**RECORDS FOR THIS EXERCISE:**
----------
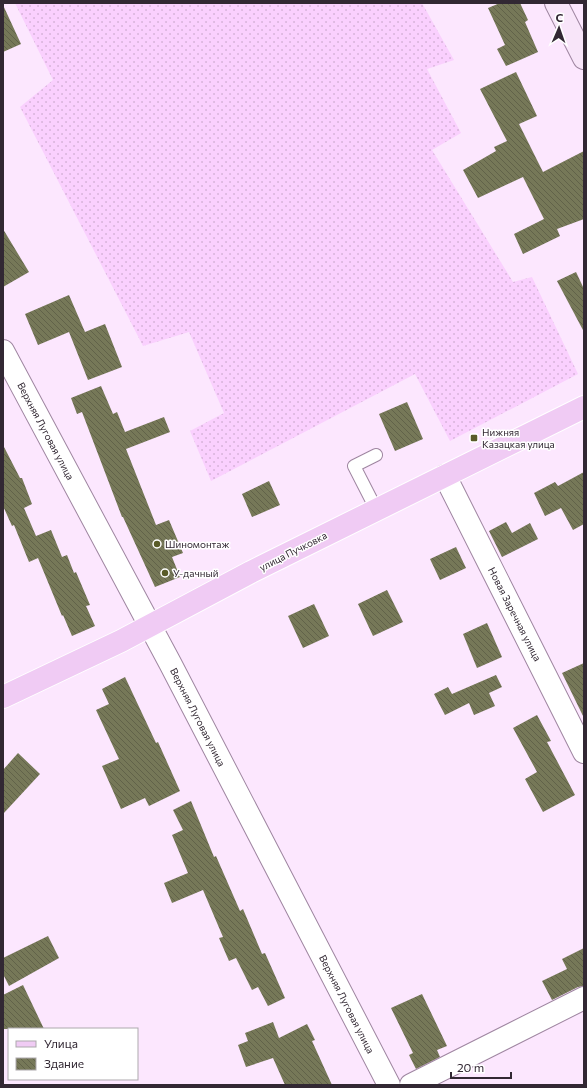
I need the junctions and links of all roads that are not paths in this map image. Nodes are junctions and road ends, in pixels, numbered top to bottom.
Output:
1 (556, 3) edge
2 (584, 58) edge
3 (3, 351) edge
4 (584, 407) edge
5 (376, 455) dead end
6 (445, 476) junction
7 (376, 509) junction
8 (150, 625) junction
9 (3, 698) edge
10 (584, 752) edge
11 (584, 998) edge
12 (389, 1085) edge
13 (411, 1085) edge

1 - 2 main road
3 - 8 street, Верхняя Луговая улица
4 - 6 main road, улица Пучковка
5 - 7 lane
6 - 7 main road, улица Пучковка
6 - 10 street, Новая Заречная улица
7 - 8 main road, улица Пучковка
8 - 9 main road, улица Пучковка
8 - 12 street, Верхняя Луговая улица
11 - 13 street

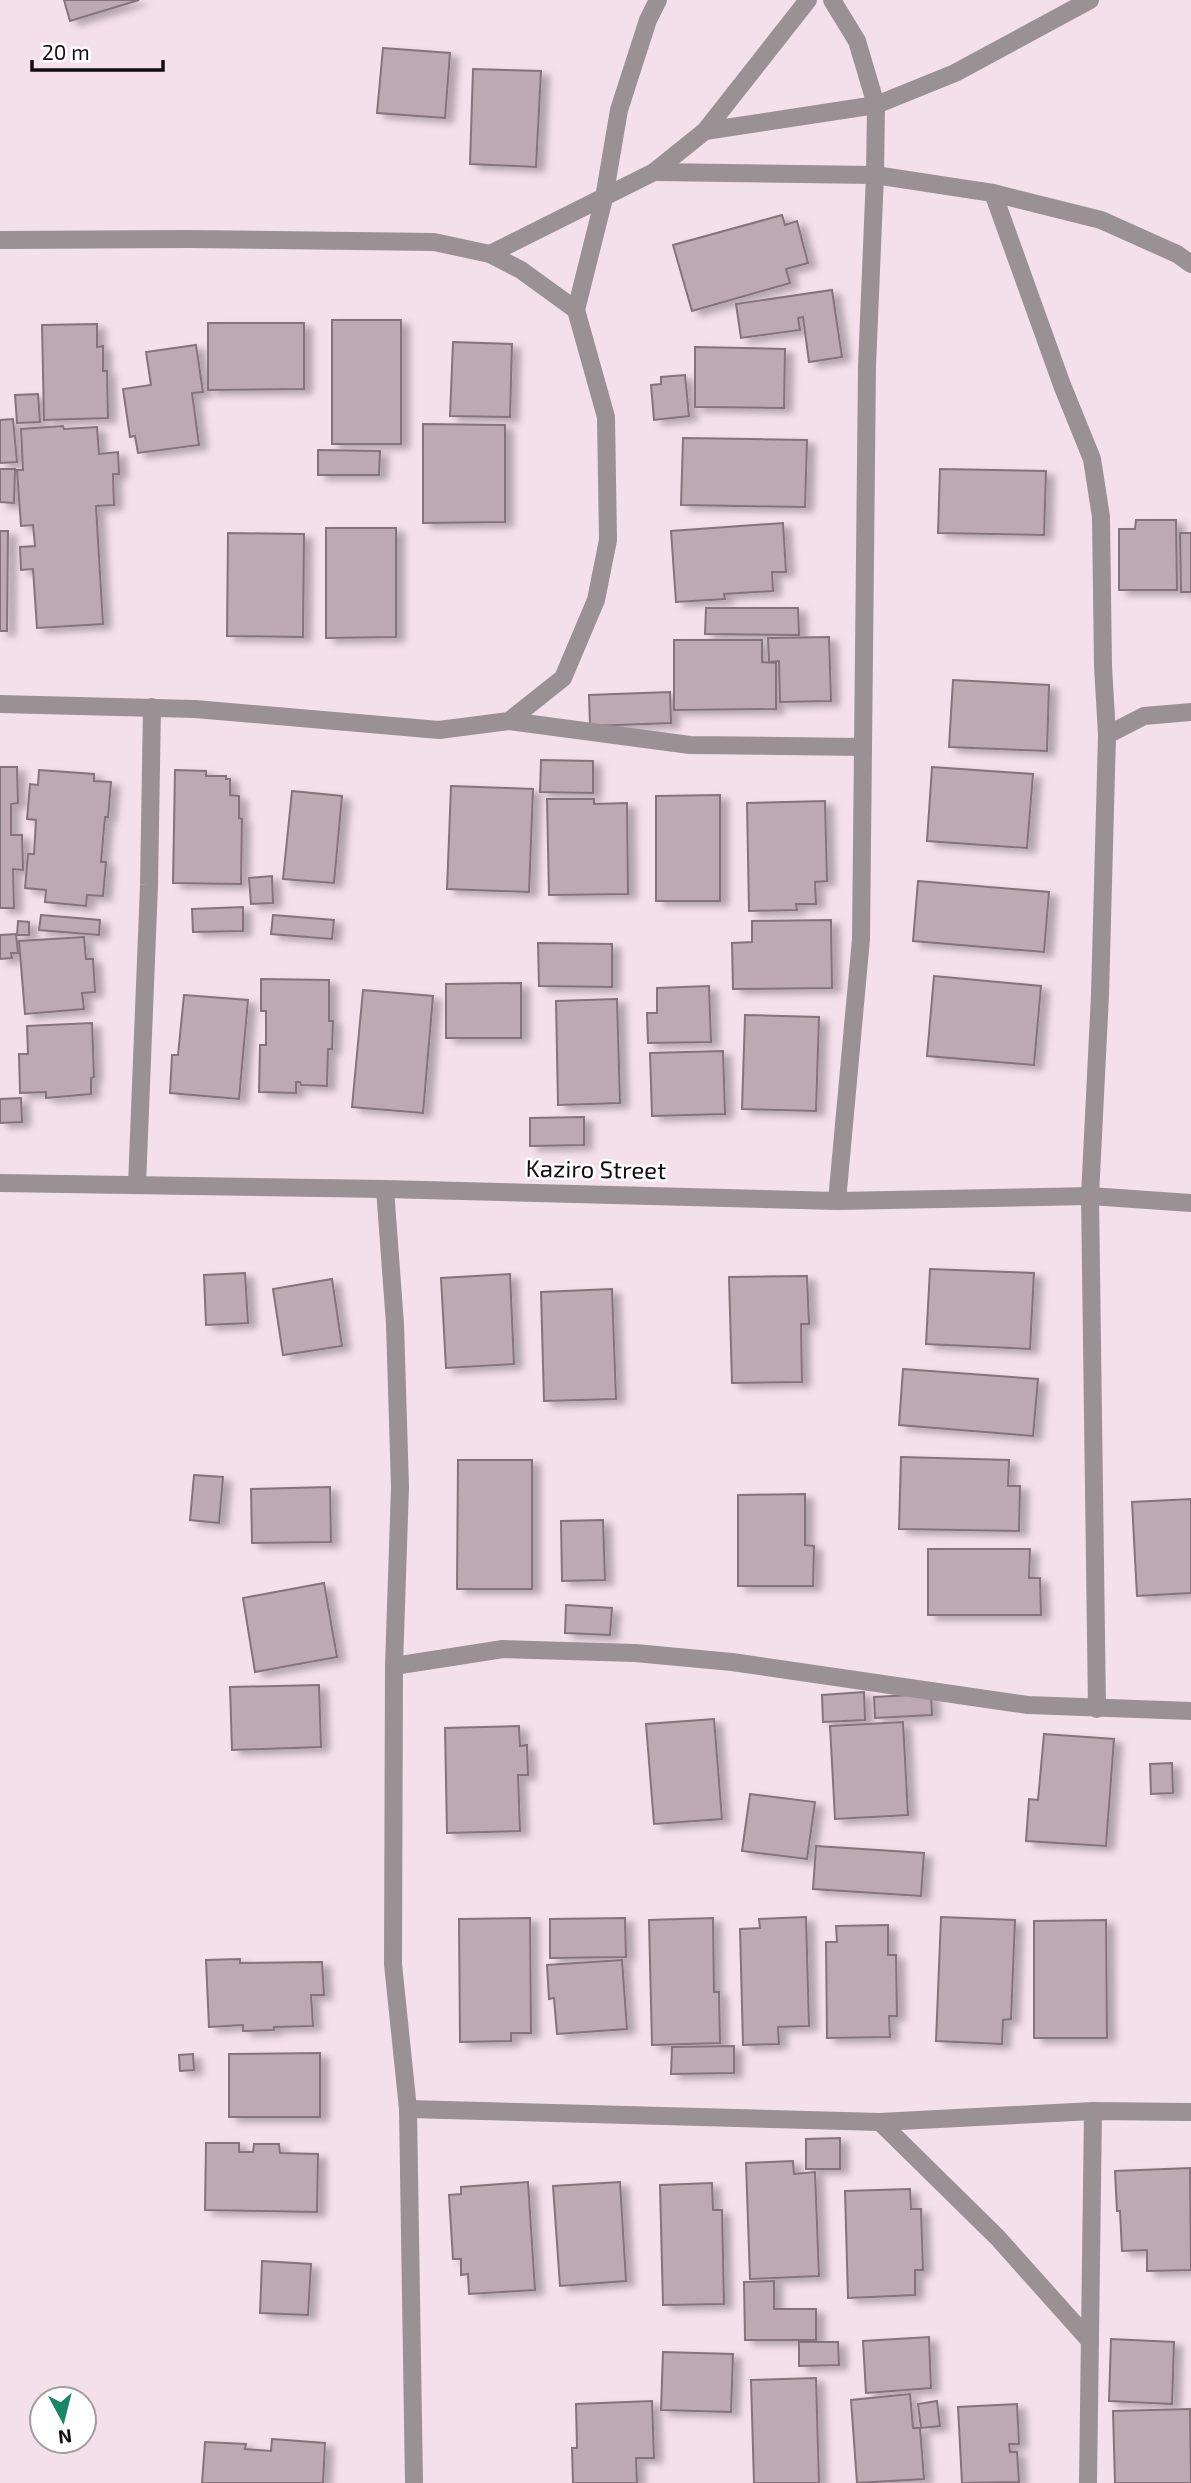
----------
Any picture in the data is to be skipped, while each line is returned exactly as written.

I need the junctions and links of all roads that are not paths in this map image. Nodes are junctions and road ends, in pixels, numbered top to bottom.
Output:
1 (556, 3) edge
2 (584, 58) edge
3 (3, 351) edge
4 (584, 407) edge
5 (376, 455) dead end
6 (445, 476) junction
7 (376, 509) junction
8 (150, 625) junction
9 (3, 698) edge
10 (584, 752) edge
11 (584, 998) edge
12 (389, 1085) edge
13 (411, 1085) edge

1 - 2 main road
3 - 8 street, Верхняя Луговая улица
4 - 6 main road, улица Пучковка
5 - 7 lane
6 - 7 main road, улица Пучковка
6 - 10 street, Новая Заречная улица
7 - 8 main road, улица Пучковка
8 - 9 main road, улица Пучковка
8 - 12 street, Верхняя Луговая улица
11 - 13 street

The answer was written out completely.